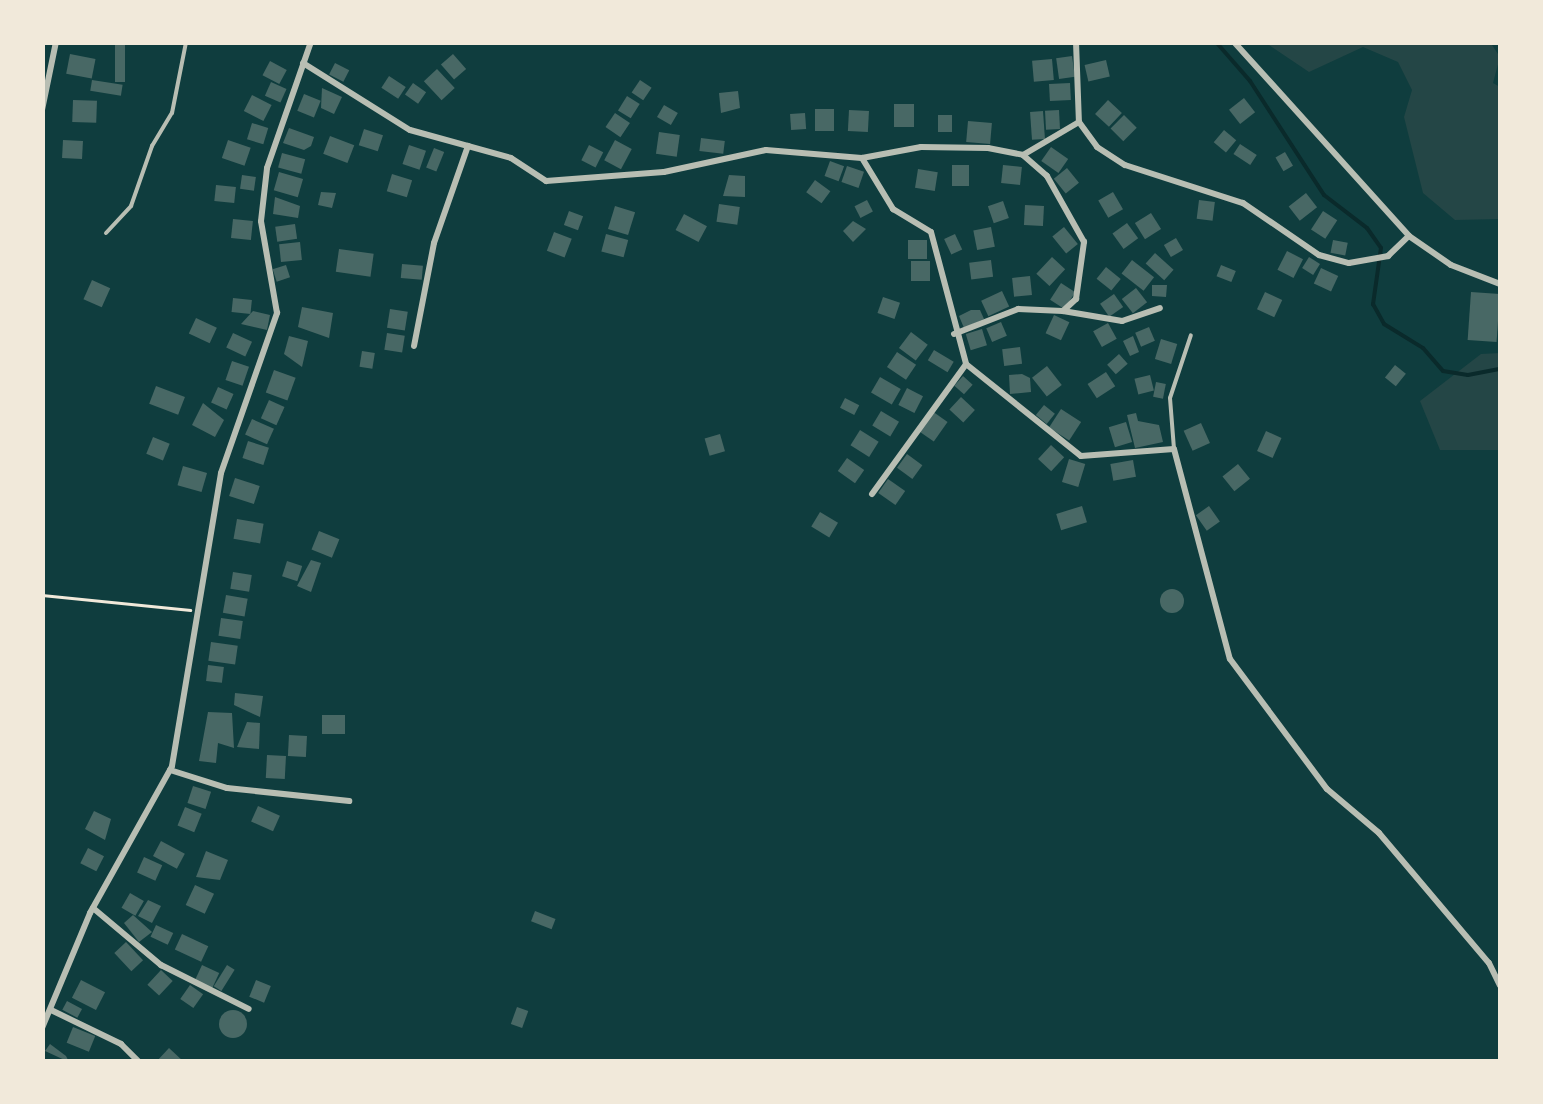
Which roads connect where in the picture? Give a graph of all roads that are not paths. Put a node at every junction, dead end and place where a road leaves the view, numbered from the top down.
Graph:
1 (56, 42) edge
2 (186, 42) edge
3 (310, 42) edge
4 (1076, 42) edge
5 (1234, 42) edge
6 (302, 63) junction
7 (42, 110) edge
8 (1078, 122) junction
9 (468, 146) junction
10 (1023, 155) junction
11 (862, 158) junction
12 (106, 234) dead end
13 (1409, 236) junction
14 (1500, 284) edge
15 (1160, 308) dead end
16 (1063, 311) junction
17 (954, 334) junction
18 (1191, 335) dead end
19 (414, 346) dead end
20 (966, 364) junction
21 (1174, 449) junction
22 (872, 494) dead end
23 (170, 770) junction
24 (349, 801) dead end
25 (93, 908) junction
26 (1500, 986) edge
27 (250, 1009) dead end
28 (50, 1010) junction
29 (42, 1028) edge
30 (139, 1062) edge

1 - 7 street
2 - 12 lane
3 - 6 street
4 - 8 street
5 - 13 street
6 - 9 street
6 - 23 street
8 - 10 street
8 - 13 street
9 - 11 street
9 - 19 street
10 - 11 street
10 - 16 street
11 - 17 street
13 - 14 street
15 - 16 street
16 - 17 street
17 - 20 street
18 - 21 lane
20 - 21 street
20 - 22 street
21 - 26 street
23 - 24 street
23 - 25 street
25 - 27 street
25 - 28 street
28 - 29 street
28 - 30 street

----

TASK:
Print the records again exactly. Skip every picture.

TASK RESPONSE:
Which roads connect where in the picture? Give a graph of all roads that are not paths. Put a node at every junction, dead end and place where a road leaves the view, numbered from the top down.
Graph:
1 (56, 42) edge
2 (186, 42) edge
3 (310, 42) edge
4 (1076, 42) edge
5 (1234, 42) edge
6 (302, 63) junction
7 (42, 110) edge
8 (1078, 122) junction
9 (468, 146) junction
10 (1023, 155) junction
11 (862, 158) junction
12 (106, 234) dead end
13 (1409, 236) junction
14 (1500, 284) edge
15 (1160, 308) dead end
16 (1063, 311) junction
17 (954, 334) junction
18 (1191, 335) dead end
19 (414, 346) dead end
20 (966, 364) junction
21 (1174, 449) junction
22 (872, 494) dead end
23 (170, 770) junction
24 (349, 801) dead end
25 (93, 908) junction
26 (1500, 986) edge
27 (250, 1009) dead end
28 (50, 1010) junction
29 (42, 1028) edge
30 (139, 1062) edge

1 - 7 street
2 - 12 lane
3 - 6 street
4 - 8 street
5 - 13 street
6 - 9 street
6 - 23 street
8 - 10 street
8 - 13 street
9 - 11 street
9 - 19 street
10 - 11 street
10 - 16 street
11 - 17 street
13 - 14 street
15 - 16 street
16 - 17 street
17 - 20 street
18 - 21 lane
20 - 21 street
20 - 22 street
21 - 26 street
23 - 24 street
23 - 25 street
25 - 27 street
25 - 28 street
28 - 29 street
28 - 30 street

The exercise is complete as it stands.